The vulnerabilities in both products allow attackers to execute arbitrary code remotely. To successfully execute the attack, attackers must rely on user interaction, where the target opens a malicious PDF file. However, both products have different security flaws. For Foxit Reader, the specific flaws exist within “the processing of XFA templates” (CVE-2020-10899), “the processing of AcroForms” (CVE-2020-10900), “resetForm method” (CVE-2020-10906), and “handling of widgets in XFA forms” (CVE-2020-10907), whereas the flaws in Foxit PhantomPDF lies in the handling of the “ConvertToPDF” (CVE-2020-10890) and “CombineFiles” (CVE-2020-10892) command, which allows an arbitrary file write with attacker-controlled data. Not only that, but another flaw also exists within the handling of the “SetFieldValue” command of the communication API (CVE-2020-10912).

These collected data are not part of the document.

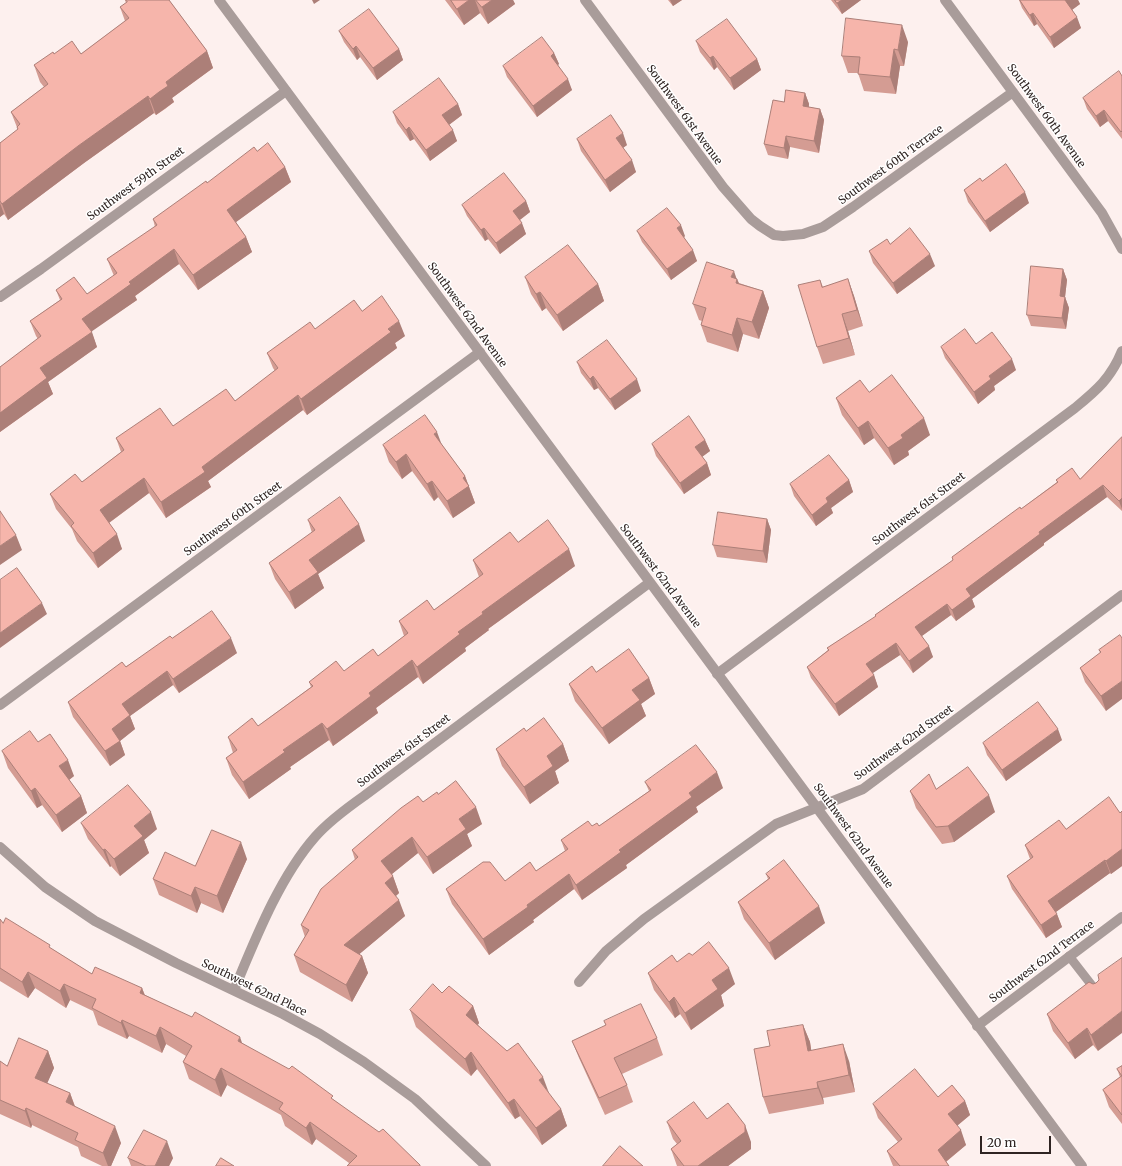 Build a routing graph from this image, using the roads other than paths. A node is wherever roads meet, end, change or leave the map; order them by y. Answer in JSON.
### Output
{"nodes":[{"id":1,"x":219,"y":0,"type":"edge"},
{"id":2,"x":585,"y":0,"type":"edge"},
{"id":3,"x":949,"y":1,"type":"edge"},
{"id":4,"x":286,"y":91,"type":"junction"},
{"id":5,"x":1013,"y":92,"type":"junction"},
{"id":6,"x":774,"y":235,"type":"joint"},
{"id":7,"x":1122,"y":249,"type":"edge"},
{"id":8,"x":0,"y":297,"type":"edge"},
{"id":9,"x":1122,"y":351,"type":"edge"},
{"id":10,"x":480,"y":352,"type":"junction"},
{"id":11,"x":649,"y":583,"type":"junction"},
{"id":12,"x":1122,"y":595,"type":"edge"},
{"id":13,"x":717,"y":674,"type":"junction"},
{"id":14,"x":0,"y":706,"type":"edge"},
{"id":15,"x":816,"y":807,"type":"junction"},
{"id":16,"x":0,"y":847,"type":"edge"},
{"id":17,"x":1122,"y":917,"type":"edge"},
{"id":18,"x":1069,"y":956,"type":"junction"},
{"id":19,"x":579,"y":982,"type":"dead end"},
{"id":20,"x":234,"y":990,"type":"junction"},
{"id":21,"x":1099,"y":995,"type":"edge"},
{"id":22,"x":978,"y":1026,"type":"junction"},
{"id":23,"x":486,"y":1166,"type":"edge"},
{"id":24,"x":1082,"y":1166,"type":"edge"}],
"edges":[{"from":1,"to":4,"type":"street","name":"Southwest 62nd Avenue"},
{"from":2,"to":6,"type":"street","name":"Southwest 61st Avenue"},
{"from":3,"to":5,"type":"street","name":"Southwest 60th Avenue"},
{"from":4,"to":8,"type":"street","name":"Southwest 59th Street"},
{"from":4,"to":10,"type":"street","name":"Southwest 62nd Avenue"},
{"from":5,"to":6,"type":"street","name":"Southwest 60th Terrace"},
{"from":5,"to":7,"type":"street","name":"Southwest 60th Avenue"},
{"from":9,"to":13,"type":"street","name":"Southwest 61st Street"},
{"from":10,"to":11,"type":"street","name":"Southwest 62nd Avenue"},
{"from":10,"to":14,"type":"street","name":"Southwest 60th Street"},
{"from":11,"to":13,"type":"street","name":"Southwest 62nd Avenue"},
{"from":11,"to":20,"type":"street","name":"Southwest 61st Street"},
{"from":12,"to":15,"type":"street","name":"Southwest 62nd Street"},
{"from":13,"to":15,"type":"street","name":"Southwest 62nd Avenue"},
{"from":15,"to":19,"type":"street","name":"Southwest 62nd Street"},
{"from":15,"to":22,"type":"street","name":"Southwest 62nd Avenue"},
{"from":16,"to":20,"type":"street","name":"Southwest 62nd Place"},
{"from":17,"to":18,"type":"street","name":"Southwest 62nd Terrace"},
{"from":18,"to":21,"type":"lane"},
{"from":18,"to":22,"type":"street","name":"Southwest 62nd Terrace"},
{"from":20,"to":23,"type":"street","name":"Southwest 62nd Place"},
{"from":22,"to":24,"type":"street","name":"Southwest 62nd Avenue"}]}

The security flaws in Foxit Reader and Foxit PhantomPDF exist due to the lack of validating the existence of an object before performing operations on the object and the lack of proper validation of user-supplied data, which can result in a type confusion condition, respectively. These loopholes will be leveraged by attackers to execute code in the context of the current process.
Foxit Software also releases a security patch for the beta version of the U3DBrowser Plugin (9.7.1.29511 and earlier), a Foxit Reader and PhantomPDF plugin that allows viewing embedded 3D annotations in PDF files. The plugin flaw happens because of the handling of U3D objects in PDF files. Vulnerabilities include CVE-2020-10896, CVE-2020-10893, CVE-2020-10895, CVE-2020-10902, CVE-2020-10904, and CVE-2020-10898. All the vulnerabilities explained above can be solved by updating to the latest versions of Foxit Reader, Foxit Phantom PDF, and plugins, namely 3D Plugin Beta 9.7.2.29539
As one of the IT security experts in Indonesia, Defender Nusa Semesta (DNS) is committed to alerting you about the latest cyber trends and threats. Through articles like this, we hope that you can stay vigilant about the security of software and solutions that you are using, especially Foxit Software users.